He was growing so quickly. It seemed like only yesterday that she’d nursed him, rocked him, snuggled him in her arms in the wee hours of the morning. Now she looked at the soft skin of his sleep-flushed cheek and imagined it covered with a wiry five o’clock shadow. She pictured his slender little body filled out with a man’s muscles, covered with a man’s hair. And she wished—as she had many times before—that there was a way to slow down the passage of time.
She knew it was selfish on her part, but she wanted to keep her children little for a while longer. Keep them to herself. Delay for as long as possible that inevitable time when they went off to lives of their own.
What would she have then? Who would she be when she was no longer a full-time mother to Mark and Maggie?
Impatient with the melancholy that she could feel settling in, she shook her head and stepped away from Mark’s bed. He was only ten years old, Maggie only eight. They had many years of mothering left. Just because Mark had spent a day away from her, enjoying an activity that held little interest for her, casually bonding with a couple of nice men who’d offered him much-needed masculine attention didn’t mean he no longer needed his mom. He was still a few years away from shaving and borrowing the car. She needed to savor every moment of his childhood and not waste it worrying about the future.
Leaving him to his dreams, she wandered down the hallway, stopping to check on Maggie, who’d kicked off the bedclothes again. Teresa covered her daughter’s tiny form, then picked up Maggie’s favorite doll from the floor where it had fallen and tucked it into the bed with her. She brushed a kiss across Maggie’s warm, soft cheek, then tiptoed out of the room.
A glance at her watch told her it wasn’t quite ten o’clock. A bit early for her to turn in, since she wasn’t at all sleepy. There was nothing interesting on television, and she’d finished the book she’d been reading last night.
The apartment was clean, the laundry folded and put away. For once, there was nothing that needed to be done. She wished there were some chores pending as she paced through her neat rooms with an uncharacteristic restlessness. She ended up in the kitchen, where she plucked a couple of Oreos from the cookie jar. Boredom eating, she thought with a sigh. She might as well rub them directly on her thighs.
She ate them anyway, standing at the sink and gazing through the small window at the moon-washed backyard. Though Indian summer was still dragging its heels, making the days warm, it would be winter soon. Halloween, Thanksgiving, Christmas and then another new year.
Darn it, she was dwelling on the passage of time again. What was with her tonight, anyway?
On an impulse, she opened the back door and stepped onto the flagstone patio. The air was still warm enough that she was comfortable in the denim shirt she wore with a pair of khaki slacks and leather loafers. Someone a couple of houses down had thrown a backyard barbecue party earlier that evening. Closing her eyes, she could still smell faint hints of charcoal, beer and citronella—like an aromatic echo of summer, she thought with a touch of whimsy.

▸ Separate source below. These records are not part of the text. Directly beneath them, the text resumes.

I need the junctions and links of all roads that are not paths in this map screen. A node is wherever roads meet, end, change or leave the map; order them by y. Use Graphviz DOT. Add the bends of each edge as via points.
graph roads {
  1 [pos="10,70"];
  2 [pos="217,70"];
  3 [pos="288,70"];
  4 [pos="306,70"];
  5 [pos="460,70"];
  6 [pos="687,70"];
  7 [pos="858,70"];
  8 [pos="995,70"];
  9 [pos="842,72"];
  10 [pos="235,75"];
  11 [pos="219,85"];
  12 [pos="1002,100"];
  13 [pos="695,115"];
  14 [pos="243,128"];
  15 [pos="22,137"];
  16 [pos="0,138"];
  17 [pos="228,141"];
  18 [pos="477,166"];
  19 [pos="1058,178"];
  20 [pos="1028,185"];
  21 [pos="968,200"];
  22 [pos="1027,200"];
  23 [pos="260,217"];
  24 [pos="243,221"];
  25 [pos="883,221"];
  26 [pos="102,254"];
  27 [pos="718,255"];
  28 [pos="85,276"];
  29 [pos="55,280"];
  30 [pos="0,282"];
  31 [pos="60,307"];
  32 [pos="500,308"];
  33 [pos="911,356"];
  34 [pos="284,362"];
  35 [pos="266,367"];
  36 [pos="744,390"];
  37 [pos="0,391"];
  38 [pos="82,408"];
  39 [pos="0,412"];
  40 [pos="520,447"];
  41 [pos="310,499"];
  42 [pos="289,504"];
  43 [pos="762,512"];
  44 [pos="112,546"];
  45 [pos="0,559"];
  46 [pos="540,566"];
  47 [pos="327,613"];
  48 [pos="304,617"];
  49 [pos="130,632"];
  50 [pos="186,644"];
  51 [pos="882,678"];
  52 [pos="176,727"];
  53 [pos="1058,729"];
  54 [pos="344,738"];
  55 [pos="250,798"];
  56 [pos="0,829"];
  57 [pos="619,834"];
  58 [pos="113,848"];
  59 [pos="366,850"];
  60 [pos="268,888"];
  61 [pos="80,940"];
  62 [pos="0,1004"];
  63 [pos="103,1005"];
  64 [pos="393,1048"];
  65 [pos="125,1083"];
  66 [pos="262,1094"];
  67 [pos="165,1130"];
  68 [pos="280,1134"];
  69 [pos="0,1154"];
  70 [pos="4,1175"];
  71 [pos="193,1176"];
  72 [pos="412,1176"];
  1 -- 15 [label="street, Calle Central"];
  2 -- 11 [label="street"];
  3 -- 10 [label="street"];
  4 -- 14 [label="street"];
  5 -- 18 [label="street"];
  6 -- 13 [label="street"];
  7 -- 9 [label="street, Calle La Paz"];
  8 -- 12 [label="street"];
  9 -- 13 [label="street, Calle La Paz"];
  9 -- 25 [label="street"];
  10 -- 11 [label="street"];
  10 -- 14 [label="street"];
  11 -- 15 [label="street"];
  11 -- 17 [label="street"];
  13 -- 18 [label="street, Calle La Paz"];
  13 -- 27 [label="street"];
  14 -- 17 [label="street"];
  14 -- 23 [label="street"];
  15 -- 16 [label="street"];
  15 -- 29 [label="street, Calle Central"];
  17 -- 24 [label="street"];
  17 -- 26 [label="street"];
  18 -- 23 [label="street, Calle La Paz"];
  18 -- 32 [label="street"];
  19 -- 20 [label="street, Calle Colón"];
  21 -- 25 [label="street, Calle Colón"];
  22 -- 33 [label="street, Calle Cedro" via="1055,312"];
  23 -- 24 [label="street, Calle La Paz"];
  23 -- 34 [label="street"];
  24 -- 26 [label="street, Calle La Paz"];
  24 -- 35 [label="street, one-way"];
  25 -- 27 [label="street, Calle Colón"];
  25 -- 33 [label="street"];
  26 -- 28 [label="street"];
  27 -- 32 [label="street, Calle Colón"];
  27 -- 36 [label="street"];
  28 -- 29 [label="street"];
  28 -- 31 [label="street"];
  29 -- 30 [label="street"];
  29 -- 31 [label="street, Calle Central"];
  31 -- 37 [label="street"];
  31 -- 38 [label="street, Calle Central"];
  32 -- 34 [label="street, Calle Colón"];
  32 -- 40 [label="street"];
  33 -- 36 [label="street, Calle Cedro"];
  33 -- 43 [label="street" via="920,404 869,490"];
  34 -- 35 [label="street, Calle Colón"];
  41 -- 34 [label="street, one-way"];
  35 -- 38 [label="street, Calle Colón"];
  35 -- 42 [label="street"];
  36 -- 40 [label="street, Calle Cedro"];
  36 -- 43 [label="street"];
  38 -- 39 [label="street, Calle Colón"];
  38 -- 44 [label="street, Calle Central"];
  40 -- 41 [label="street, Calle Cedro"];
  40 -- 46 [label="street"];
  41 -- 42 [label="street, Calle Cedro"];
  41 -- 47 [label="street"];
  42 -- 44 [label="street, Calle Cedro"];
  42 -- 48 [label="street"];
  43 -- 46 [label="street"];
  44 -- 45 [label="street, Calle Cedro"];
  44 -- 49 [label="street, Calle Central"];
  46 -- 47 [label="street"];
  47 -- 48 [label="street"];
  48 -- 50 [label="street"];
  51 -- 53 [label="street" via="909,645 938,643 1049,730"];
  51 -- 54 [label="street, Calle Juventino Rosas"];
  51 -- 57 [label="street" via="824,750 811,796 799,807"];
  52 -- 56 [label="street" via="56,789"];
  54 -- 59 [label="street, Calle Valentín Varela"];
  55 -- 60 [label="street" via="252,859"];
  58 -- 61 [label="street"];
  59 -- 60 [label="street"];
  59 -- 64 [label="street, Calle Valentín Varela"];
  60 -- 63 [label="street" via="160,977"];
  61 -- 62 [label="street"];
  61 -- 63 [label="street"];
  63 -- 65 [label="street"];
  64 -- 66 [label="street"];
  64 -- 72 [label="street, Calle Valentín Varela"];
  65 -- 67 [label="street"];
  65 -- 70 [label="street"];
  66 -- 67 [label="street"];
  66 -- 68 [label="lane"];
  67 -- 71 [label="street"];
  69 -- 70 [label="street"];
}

“Having trouble sleeping?”
Though he’d spoken softly, the sound of Riley’s voice made her jump. She turned toward his yard, eyes open and one hand covering her heart. “I didn’t see you there.”
He stepped out of the shadows so his face was illuminated by the overhead security lighting. He’d changed out of the clothes he’d worn earlier, she noted automatically. He wore a white T-shirt and baggy plaid pajama pants with sandals. His longish hair looked damp, as if he’d just stepped out of the shower. “I didn’t mean to startle you.”
Even though a chain link fence separated them, she still found herself resisting a cowardly impulse to move backward as he stepped toward her. “I stepped out for a moment to enjoy the nice evening,” she said, feeling the need to fill the silence between them.
“It is nice, isn’t it? Hard to believe it will be winter soon.”
“I was just thinking the same thing.”
He crossed his arms on the top rail of the fence and leaned against it, one foot propped against the bottom. “Kids asleep?”
“Soundly. They’re both tired after their busy day. Mark had a wonderful time on the fishing trip. He hasn’t stopped talking about it since you brought him home.”
“I’m glad he had fun. Bud and I enjoyed having him with us.”
“I doubt that either of you got to do much fishing with Mark along, but he was thrilled that he managed to land a couple.”
“He learned quickly. Bud had him fishing like a pro within the first twenty minutes.”
“I, um, hope he didn’t talk your ears off.”
Riley chuckled. “That boy does like to talk.”
“I know.” She winced at the thought of what might have spilled from her son’s lips during the outing. She’d tried to warn him not to talk too much—specifically, not to talk too much about his family. Even as she’d stumbled through that little speech, she’d been afraid she was wasting her time.
“So you worked as a stripper in a men’s club before you moved here, hmm? I understand your stage name was Diamonds LeFlash.”
Teresa stared at Riley through the shadows. “What on earth are you talking about?”
“Oh, just repeating what Mark told us during the fishing trip. I found it very interesting.”
She sighed and shook her head. “He did not say those things.”
“Are you sure?”
“He doesn’t even know what a stripper is—I hope.”